**TASK**
The answer must consist of the listing, reproduced exactly.

**DATASET RECORDS**
+ + +

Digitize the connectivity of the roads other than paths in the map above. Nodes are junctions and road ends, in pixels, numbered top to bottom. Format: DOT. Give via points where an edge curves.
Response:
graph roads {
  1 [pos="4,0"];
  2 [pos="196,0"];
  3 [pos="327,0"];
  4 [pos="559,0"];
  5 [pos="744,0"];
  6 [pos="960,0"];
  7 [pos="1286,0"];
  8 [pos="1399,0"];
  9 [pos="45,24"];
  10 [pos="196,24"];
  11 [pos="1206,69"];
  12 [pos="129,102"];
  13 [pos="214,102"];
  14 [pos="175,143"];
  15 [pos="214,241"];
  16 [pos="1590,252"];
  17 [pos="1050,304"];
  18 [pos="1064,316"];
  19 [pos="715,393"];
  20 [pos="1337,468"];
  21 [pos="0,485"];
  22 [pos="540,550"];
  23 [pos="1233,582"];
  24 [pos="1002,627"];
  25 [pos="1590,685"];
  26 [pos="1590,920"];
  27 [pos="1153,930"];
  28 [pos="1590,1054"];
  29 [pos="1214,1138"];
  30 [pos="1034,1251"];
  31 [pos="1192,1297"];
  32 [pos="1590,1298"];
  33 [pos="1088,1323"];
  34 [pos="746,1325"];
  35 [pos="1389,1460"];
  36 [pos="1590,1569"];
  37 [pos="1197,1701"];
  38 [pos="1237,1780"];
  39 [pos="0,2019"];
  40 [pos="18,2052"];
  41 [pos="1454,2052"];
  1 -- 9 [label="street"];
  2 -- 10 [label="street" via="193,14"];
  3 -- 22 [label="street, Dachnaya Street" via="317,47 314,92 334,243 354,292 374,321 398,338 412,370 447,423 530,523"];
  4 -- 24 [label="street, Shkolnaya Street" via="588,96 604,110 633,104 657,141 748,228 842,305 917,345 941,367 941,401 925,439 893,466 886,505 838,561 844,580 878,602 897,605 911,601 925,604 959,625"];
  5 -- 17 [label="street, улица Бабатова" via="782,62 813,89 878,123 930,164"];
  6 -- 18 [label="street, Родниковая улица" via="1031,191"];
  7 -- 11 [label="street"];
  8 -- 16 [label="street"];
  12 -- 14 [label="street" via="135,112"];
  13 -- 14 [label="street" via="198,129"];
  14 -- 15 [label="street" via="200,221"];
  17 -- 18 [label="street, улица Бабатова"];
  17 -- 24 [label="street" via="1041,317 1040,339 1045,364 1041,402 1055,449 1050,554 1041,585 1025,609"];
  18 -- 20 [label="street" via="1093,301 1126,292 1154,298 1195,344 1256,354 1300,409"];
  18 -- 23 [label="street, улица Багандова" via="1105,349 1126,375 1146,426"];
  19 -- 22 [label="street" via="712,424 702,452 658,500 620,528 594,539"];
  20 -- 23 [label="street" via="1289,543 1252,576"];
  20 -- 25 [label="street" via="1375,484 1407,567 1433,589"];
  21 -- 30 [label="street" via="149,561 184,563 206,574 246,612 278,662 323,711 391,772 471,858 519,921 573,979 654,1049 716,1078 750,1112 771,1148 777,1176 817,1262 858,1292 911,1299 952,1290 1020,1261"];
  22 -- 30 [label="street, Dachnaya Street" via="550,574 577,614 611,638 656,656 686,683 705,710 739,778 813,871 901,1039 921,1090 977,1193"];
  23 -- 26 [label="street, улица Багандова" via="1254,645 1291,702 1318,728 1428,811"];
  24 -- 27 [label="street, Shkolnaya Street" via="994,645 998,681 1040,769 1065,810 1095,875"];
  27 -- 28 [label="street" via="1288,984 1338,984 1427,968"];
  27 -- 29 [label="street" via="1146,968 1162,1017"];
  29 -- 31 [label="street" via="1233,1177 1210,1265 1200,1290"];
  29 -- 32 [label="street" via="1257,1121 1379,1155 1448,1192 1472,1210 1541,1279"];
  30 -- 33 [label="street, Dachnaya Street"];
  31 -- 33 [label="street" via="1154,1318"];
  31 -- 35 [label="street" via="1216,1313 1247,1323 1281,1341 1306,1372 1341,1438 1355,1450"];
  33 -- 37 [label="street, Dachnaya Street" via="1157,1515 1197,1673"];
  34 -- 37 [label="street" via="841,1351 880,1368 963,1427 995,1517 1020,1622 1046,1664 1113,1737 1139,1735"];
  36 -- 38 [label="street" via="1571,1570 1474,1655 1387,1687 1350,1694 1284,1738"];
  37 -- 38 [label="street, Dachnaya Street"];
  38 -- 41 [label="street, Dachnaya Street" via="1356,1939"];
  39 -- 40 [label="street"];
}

+ + +

**EXERCISE SOLUTION**
Digitize the connectivity of the roads other than paths in the map above. Nodes are junctions and road ends, in pixels, numbered top to bottom. Format: DOT. Give via points where an edge curves.
Response:
graph roads {
  1 [pos="4,0"];
  2 [pos="196,0"];
  3 [pos="327,0"];
  4 [pos="559,0"];
  5 [pos="744,0"];
  6 [pos="960,0"];
  7 [pos="1286,0"];
  8 [pos="1399,0"];
  9 [pos="45,24"];
  10 [pos="196,24"];
  11 [pos="1206,69"];
  12 [pos="129,102"];
  13 [pos="214,102"];
  14 [pos="175,143"];
  15 [pos="214,241"];
  16 [pos="1590,252"];
  17 [pos="1050,304"];
  18 [pos="1064,316"];
  19 [pos="715,393"];
  20 [pos="1337,468"];
  21 [pos="0,485"];
  22 [pos="540,550"];
  23 [pos="1233,582"];
  24 [pos="1002,627"];
  25 [pos="1590,685"];
  26 [pos="1590,920"];
  27 [pos="1153,930"];
  28 [pos="1590,1054"];
  29 [pos="1214,1138"];
  30 [pos="1034,1251"];
  31 [pos="1192,1297"];
  32 [pos="1590,1298"];
  33 [pos="1088,1323"];
  34 [pos="746,1325"];
  35 [pos="1389,1460"];
  36 [pos="1590,1569"];
  37 [pos="1197,1701"];
  38 [pos="1237,1780"];
  39 [pos="0,2019"];
  40 [pos="18,2052"];
  41 [pos="1454,2052"];
  1 -- 9 [label="street"];
  2 -- 10 [label="street" via="193,14"];
  3 -- 22 [label="street, Dachnaya Street" via="317,47 314,92 334,243 354,292 374,321 398,338 412,370 447,423 530,523"];
  4 -- 24 [label="street, Shkolnaya Street" via="588,96 604,110 633,104 657,141 748,228 842,305 917,345 941,367 941,401 925,439 893,466 886,505 838,561 844,580 878,602 897,605 911,601 925,604 959,625"];
  5 -- 17 [label="street, улица Бабатова" via="782,62 813,89 878,123 930,164"];
  6 -- 18 [label="street, Родниковая улица" via="1031,191"];
  7 -- 11 [label="street"];
  8 -- 16 [label="street"];
  12 -- 14 [label="street" via="135,112"];
  13 -- 14 [label="street" via="198,129"];
  14 -- 15 [label="street" via="200,221"];
  17 -- 18 [label="street, улица Бабатова"];
  17 -- 24 [label="street" via="1041,317 1040,339 1045,364 1041,402 1055,449 1050,554 1041,585 1025,609"];
  18 -- 20 [label="street" via="1093,301 1126,292 1154,298 1195,344 1256,354 1300,409"];
  18 -- 23 [label="street, улица Багандова" via="1105,349 1126,375 1146,426"];
  19 -- 22 [label="street" via="712,424 702,452 658,500 620,528 594,539"];
  20 -- 23 [label="street" via="1289,543 1252,576"];
  20 -- 25 [label="street" via="1375,484 1407,567 1433,589"];
  21 -- 30 [label="street" via="149,561 184,563 206,574 246,612 278,662 323,711 391,772 471,858 519,921 573,979 654,1049 716,1078 750,1112 771,1148 777,1176 817,1262 858,1292 911,1299 952,1290 1020,1261"];
  22 -- 30 [label="street, Dachnaya Street" via="550,574 577,614 611,638 656,656 686,683 705,710 739,778 813,871 901,1039 921,1090 977,1193"];
  23 -- 26 [label="street, улица Багандова" via="1254,645 1291,702 1318,728 1428,811"];
  24 -- 27 [label="street, Shkolnaya Street" via="994,645 998,681 1040,769 1065,810 1095,875"];
  27 -- 28 [label="street" via="1288,984 1338,984 1427,968"];
  27 -- 29 [label="street" via="1146,968 1162,1017"];
  29 -- 31 [label="street" via="1233,1177 1210,1265 1200,1290"];
  29 -- 32 [label="street" via="1257,1121 1379,1155 1448,1192 1472,1210 1541,1279"];
  30 -- 33 [label="street, Dachnaya Street"];
  31 -- 33 [label="street" via="1154,1318"];
  31 -- 35 [label="street" via="1216,1313 1247,1323 1281,1341 1306,1372 1341,1438 1355,1450"];
  33 -- 37 [label="street, Dachnaya Street" via="1157,1515 1197,1673"];
  34 -- 37 [label="street" via="841,1351 880,1368 963,1427 995,1517 1020,1622 1046,1664 1113,1737 1139,1735"];
  36 -- 38 [label="street" via="1571,1570 1474,1655 1387,1687 1350,1694 1284,1738"];
  37 -- 38 [label="street, Dachnaya Street"];
  38 -- 41 [label="street, Dachnaya Street" via="1356,1939"];
  39 -- 40 [label="street"];
}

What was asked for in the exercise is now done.